Time for you cheat sheet on this week’s most important stories.
Canadian Real Estate
The CMHC was totally wrong about the market. Or were they? It turns out a typical first-time condo buyer in Toronto and Vancouver have taken a big hit. Those that bought in May, one month after the agency’s warning, with the minimum downpayment have lost the majority of their downpayment. In Toronto, a typical buyer during this period is now negative equity, even after months of payments. In Vancouver it’s a little bit better, but they’re still down a good portion of their downpayment.
Canadian real estate prices are expected to make a big move in the first two quarters, but end the year flat. Prices are forecast to reach $666,089 in Q2, up 9.50% from the same quarter a year before. They then see prices sliding lower, ending the year just 0.31% higher than in Q1. It’s growth, but not much compared to what people may be expecting after last year’s move.
Canadian mortgage delinquencies are generally down, but severe delinquencies have made a sharp increase. Delinquencies over 60 days, but less than 120 days are both seeing declines after payment deferrals. Severe delinquencies, over 120 days past due, are seeing the fastest growth in years.
Royal LePage, one of Canada’s largest real estate brokerages, sees condos having a slow year. The brokerage forecasts condo prices across Canada will reach $522,700 in 2021, up just 2.25% from a year before. In Toronto, the country’s largest condo market, they only see prices 0.50% higher by year end. To contrast, this is about half the growth they’re forecasting for national price growth in all segments. The agency attributes this to the accelerating trend of people leaving primary cities, and relocating to secondary ones.
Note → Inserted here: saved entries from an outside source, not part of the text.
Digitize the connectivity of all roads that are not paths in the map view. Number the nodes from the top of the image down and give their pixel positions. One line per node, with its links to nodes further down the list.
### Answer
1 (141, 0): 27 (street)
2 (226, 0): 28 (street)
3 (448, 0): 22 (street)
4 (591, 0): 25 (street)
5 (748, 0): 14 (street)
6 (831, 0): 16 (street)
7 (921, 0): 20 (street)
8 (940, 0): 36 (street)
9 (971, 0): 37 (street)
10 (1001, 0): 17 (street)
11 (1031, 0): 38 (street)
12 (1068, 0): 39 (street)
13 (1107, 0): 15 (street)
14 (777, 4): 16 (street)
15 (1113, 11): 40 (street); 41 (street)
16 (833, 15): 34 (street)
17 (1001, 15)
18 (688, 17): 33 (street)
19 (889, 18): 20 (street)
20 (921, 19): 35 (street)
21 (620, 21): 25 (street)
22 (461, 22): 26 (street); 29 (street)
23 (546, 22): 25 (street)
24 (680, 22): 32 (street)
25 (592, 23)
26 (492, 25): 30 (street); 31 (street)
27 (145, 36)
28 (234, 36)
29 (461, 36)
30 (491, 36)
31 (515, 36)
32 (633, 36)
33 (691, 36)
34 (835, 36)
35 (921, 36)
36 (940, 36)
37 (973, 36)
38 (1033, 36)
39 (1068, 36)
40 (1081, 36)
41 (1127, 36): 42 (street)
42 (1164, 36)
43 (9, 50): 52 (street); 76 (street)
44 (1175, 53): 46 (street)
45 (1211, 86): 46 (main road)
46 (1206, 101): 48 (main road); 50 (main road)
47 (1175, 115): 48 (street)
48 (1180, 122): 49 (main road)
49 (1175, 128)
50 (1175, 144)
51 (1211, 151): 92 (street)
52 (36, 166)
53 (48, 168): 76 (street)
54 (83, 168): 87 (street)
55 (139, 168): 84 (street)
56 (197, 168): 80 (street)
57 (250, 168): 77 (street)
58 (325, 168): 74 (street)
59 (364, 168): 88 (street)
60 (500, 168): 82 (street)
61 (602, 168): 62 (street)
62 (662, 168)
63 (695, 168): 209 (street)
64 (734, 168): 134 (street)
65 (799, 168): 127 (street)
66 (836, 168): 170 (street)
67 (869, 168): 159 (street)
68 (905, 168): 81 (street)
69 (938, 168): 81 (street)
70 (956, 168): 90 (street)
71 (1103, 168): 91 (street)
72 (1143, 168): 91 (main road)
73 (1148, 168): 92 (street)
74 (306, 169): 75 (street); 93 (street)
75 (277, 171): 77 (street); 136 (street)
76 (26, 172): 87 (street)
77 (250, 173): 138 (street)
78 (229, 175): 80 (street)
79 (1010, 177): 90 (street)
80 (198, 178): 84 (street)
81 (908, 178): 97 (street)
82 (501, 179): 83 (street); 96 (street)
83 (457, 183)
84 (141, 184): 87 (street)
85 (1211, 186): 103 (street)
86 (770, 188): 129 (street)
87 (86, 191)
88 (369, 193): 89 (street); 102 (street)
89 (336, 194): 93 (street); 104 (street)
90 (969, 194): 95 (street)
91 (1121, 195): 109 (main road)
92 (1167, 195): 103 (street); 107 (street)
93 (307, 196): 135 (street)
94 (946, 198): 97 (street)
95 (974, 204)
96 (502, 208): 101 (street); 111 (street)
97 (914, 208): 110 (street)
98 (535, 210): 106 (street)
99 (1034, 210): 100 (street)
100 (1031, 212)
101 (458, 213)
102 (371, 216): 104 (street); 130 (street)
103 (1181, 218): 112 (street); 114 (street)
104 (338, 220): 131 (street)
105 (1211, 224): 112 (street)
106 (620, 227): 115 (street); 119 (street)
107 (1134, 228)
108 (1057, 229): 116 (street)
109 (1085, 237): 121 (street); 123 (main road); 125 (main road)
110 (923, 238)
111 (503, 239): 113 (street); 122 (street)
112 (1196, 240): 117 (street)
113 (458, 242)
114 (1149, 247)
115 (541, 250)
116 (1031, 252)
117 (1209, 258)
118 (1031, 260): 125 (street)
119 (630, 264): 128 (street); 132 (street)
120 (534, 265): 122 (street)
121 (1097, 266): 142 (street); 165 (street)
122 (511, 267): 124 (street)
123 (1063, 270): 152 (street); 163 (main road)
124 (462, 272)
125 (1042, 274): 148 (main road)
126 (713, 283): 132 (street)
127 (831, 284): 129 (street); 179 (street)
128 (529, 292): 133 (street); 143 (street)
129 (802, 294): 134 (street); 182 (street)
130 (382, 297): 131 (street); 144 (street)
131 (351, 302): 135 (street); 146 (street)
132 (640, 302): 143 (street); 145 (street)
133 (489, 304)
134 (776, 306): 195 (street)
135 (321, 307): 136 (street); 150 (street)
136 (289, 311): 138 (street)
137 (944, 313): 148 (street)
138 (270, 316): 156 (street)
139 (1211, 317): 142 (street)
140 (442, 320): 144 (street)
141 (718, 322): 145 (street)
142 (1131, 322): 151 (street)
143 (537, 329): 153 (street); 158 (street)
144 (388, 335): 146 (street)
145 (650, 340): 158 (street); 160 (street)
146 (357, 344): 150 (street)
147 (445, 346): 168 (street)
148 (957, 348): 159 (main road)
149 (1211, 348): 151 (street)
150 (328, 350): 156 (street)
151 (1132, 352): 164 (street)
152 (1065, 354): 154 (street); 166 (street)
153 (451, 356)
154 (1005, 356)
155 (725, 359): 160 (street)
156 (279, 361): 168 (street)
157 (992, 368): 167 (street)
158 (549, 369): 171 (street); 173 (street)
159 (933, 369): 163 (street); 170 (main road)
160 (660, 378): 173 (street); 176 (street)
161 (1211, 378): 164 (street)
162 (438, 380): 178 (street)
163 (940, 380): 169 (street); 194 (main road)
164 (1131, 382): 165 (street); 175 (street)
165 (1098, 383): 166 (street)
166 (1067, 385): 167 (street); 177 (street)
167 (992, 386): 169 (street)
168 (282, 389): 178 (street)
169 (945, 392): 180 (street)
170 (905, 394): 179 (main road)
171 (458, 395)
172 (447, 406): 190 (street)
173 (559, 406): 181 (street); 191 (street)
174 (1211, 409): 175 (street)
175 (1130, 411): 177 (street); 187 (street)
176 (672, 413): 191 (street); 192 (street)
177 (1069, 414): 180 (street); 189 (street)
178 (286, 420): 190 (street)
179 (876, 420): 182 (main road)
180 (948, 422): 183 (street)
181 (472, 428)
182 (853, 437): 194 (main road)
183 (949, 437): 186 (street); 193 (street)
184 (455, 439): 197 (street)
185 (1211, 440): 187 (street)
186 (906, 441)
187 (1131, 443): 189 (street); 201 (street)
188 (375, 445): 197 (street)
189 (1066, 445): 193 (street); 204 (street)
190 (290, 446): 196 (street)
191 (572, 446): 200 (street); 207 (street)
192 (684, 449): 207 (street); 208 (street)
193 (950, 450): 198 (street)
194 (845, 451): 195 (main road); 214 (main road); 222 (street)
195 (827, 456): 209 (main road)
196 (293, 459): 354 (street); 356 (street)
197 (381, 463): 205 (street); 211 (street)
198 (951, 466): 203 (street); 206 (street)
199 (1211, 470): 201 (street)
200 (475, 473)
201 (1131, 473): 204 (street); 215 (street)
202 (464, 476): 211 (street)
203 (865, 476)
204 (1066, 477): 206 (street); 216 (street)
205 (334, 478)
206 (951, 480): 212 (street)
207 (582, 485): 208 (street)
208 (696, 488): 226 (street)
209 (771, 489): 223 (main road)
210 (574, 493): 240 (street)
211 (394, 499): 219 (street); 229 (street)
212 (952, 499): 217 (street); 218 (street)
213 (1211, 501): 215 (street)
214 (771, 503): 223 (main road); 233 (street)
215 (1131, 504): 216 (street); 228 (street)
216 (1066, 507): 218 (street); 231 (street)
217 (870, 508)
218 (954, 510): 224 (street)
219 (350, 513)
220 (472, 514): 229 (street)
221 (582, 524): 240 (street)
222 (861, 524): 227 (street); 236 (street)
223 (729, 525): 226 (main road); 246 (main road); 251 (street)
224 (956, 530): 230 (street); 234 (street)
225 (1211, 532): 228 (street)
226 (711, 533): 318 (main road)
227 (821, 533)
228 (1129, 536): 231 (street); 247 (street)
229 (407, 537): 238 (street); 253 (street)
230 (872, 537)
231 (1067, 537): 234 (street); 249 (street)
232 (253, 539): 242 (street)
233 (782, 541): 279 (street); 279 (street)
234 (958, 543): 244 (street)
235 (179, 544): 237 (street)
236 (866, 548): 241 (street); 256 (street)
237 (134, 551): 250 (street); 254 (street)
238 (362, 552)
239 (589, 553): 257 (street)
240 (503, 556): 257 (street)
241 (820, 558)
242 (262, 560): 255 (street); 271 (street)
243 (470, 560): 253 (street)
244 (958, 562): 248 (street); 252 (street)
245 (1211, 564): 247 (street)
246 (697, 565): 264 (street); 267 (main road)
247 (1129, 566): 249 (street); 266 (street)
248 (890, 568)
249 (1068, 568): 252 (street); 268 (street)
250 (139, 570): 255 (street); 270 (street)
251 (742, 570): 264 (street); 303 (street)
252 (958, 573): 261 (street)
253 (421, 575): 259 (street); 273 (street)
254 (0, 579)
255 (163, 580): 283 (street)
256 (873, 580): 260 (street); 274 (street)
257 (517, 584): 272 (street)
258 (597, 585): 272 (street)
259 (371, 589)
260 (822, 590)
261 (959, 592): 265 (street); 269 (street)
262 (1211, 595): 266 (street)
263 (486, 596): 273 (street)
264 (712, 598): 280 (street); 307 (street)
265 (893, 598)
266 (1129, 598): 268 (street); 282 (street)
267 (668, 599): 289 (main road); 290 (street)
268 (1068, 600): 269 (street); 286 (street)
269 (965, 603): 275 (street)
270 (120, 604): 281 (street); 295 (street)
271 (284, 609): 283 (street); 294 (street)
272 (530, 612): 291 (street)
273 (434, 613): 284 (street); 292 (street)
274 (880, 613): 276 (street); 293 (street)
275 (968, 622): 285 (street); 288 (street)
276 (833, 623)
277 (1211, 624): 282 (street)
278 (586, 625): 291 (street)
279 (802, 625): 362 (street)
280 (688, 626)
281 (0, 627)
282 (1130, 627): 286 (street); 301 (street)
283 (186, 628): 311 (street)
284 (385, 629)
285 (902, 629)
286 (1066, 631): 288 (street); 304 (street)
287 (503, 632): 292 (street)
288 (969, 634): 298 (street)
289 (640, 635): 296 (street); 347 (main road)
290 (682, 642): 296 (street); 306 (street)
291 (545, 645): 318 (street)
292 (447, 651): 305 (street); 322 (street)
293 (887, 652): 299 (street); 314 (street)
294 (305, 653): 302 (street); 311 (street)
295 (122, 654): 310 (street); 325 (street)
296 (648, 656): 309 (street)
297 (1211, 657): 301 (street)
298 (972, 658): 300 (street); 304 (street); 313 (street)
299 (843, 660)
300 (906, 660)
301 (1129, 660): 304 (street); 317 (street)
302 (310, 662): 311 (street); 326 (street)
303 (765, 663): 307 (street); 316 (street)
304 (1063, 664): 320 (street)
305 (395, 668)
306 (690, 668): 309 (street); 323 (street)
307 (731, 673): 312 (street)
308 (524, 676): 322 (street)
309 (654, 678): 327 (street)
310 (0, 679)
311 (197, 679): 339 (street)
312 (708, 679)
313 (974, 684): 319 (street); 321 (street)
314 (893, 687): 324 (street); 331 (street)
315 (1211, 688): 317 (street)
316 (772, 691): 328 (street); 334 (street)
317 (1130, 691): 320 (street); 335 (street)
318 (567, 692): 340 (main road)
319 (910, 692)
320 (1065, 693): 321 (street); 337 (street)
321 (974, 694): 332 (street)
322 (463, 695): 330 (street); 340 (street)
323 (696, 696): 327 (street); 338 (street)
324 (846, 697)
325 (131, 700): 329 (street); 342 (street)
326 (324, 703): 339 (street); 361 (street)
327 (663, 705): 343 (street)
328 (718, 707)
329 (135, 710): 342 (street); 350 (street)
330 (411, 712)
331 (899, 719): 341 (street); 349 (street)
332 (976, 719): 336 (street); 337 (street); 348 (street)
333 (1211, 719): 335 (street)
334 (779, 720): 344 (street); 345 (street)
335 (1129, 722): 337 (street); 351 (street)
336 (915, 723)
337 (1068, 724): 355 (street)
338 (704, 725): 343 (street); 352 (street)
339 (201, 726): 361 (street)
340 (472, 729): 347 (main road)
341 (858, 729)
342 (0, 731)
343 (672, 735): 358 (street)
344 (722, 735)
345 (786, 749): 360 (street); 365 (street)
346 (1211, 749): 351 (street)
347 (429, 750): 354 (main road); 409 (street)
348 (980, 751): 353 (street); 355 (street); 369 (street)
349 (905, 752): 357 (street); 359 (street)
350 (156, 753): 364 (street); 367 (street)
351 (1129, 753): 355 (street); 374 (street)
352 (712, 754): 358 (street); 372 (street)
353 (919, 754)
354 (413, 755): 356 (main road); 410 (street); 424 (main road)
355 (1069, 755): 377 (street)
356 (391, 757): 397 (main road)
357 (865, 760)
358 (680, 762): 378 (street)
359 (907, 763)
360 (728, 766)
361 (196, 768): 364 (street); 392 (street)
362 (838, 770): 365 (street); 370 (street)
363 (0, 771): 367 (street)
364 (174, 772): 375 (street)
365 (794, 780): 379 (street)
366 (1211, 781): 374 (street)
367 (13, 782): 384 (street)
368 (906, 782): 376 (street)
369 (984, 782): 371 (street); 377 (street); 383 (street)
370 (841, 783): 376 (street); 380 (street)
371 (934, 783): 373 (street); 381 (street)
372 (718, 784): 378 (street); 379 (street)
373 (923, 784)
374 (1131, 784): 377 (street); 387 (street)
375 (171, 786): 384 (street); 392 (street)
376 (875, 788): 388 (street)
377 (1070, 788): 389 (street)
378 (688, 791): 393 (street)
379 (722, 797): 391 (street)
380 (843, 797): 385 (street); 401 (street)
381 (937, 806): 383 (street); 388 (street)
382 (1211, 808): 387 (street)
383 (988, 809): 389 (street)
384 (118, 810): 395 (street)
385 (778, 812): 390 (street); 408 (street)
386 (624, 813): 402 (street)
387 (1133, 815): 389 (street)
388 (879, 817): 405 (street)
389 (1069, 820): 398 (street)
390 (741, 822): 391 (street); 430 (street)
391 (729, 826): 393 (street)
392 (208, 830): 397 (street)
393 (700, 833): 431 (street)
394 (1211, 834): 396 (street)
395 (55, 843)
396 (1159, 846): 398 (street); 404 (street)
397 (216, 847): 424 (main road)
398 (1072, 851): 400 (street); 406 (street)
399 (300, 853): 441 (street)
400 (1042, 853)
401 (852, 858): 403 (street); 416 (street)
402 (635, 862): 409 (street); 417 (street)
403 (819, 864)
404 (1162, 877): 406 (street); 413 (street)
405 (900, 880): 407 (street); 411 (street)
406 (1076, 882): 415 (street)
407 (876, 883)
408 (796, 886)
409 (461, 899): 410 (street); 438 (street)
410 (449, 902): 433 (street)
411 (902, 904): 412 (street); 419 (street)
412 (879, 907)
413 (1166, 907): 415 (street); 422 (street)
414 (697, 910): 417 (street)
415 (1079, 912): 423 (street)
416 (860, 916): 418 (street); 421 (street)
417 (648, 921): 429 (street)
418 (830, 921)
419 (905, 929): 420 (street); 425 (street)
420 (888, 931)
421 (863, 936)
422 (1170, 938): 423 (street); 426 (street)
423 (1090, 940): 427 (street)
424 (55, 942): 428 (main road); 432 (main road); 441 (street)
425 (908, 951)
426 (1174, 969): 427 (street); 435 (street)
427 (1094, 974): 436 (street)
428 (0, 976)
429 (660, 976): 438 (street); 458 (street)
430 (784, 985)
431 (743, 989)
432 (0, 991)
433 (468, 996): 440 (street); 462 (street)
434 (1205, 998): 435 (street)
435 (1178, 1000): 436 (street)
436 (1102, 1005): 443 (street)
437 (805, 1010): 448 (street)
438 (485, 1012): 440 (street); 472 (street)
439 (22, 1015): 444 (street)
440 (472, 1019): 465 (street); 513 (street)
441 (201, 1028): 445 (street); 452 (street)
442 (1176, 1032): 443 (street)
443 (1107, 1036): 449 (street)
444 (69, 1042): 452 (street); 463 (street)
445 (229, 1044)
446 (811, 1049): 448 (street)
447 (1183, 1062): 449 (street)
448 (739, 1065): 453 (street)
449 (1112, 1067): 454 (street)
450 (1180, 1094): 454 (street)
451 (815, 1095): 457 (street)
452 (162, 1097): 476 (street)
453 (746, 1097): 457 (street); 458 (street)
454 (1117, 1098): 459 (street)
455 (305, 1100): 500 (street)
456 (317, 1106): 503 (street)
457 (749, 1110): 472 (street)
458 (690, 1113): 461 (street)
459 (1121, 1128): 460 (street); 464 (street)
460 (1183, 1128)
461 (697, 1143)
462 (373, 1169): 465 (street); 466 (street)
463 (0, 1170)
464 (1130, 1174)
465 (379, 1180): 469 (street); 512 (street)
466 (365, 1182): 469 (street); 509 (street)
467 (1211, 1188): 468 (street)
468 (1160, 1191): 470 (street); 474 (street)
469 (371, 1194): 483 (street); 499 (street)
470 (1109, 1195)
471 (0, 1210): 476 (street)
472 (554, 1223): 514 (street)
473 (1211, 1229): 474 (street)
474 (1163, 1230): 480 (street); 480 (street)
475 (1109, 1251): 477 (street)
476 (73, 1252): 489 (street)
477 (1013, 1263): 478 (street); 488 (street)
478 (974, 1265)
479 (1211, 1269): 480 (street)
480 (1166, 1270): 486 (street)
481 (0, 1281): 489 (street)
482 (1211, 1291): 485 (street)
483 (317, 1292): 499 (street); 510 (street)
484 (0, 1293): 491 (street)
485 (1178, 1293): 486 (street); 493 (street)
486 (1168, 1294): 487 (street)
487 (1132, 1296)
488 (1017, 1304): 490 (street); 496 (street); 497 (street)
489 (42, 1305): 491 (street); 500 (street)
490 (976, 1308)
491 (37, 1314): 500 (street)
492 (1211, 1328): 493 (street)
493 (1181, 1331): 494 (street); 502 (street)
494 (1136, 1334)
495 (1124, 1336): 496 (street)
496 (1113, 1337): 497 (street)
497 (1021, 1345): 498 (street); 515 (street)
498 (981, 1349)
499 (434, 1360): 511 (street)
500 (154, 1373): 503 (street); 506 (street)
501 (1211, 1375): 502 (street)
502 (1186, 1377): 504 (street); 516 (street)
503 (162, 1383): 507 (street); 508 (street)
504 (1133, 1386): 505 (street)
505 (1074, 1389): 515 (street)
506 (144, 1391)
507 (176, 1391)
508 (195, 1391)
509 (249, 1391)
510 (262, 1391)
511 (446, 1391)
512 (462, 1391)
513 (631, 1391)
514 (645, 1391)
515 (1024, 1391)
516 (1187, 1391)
Canada’s population is expected to continue substantial growth, but where the growth is, will shift. CMHC projects Canada will see between 2.4 million and 4.7 million new households over the next 2 decades. The rate of growth however, is expected to peak right around now. From here on, growth is also expected to slow in B.C. and Ontario, two traditional regions that led in growth. As the population ages, younger provinces located in the Prairies are expected to take the top spot for growth.
Toronto Real Estate
Greater Toronto real estate prices are soaring again, but this time it’s unusually a suburban trend. The price of a typical home across TRREB reached $909,500 in December, up 0.78% ($7,000) from the previous month. The price of a home in the City fell to $952,400, down 0.61% ($5,800) over the same period. It’s not unusual for the suburbs to outperform, since prices are historically much cheaper. However, it’s unusual now that the gap is almost closed between the two, and growth is heading in opposite directions.
Vancouver Real Estate
Greater Vancouver real estate prices are up a lot from last year, but still making up for ground lost. The composite benchmark reached $1,047,400 in December, up 0.3% from the previous month. The typical home across the region is now a massive 5.4% higher than the same month last year. Data from the board also shows that’s still down 0.2% from around 3 years ago. Home prices are rising at a rapid pace, but it’s still not the market that was seen a few years ago.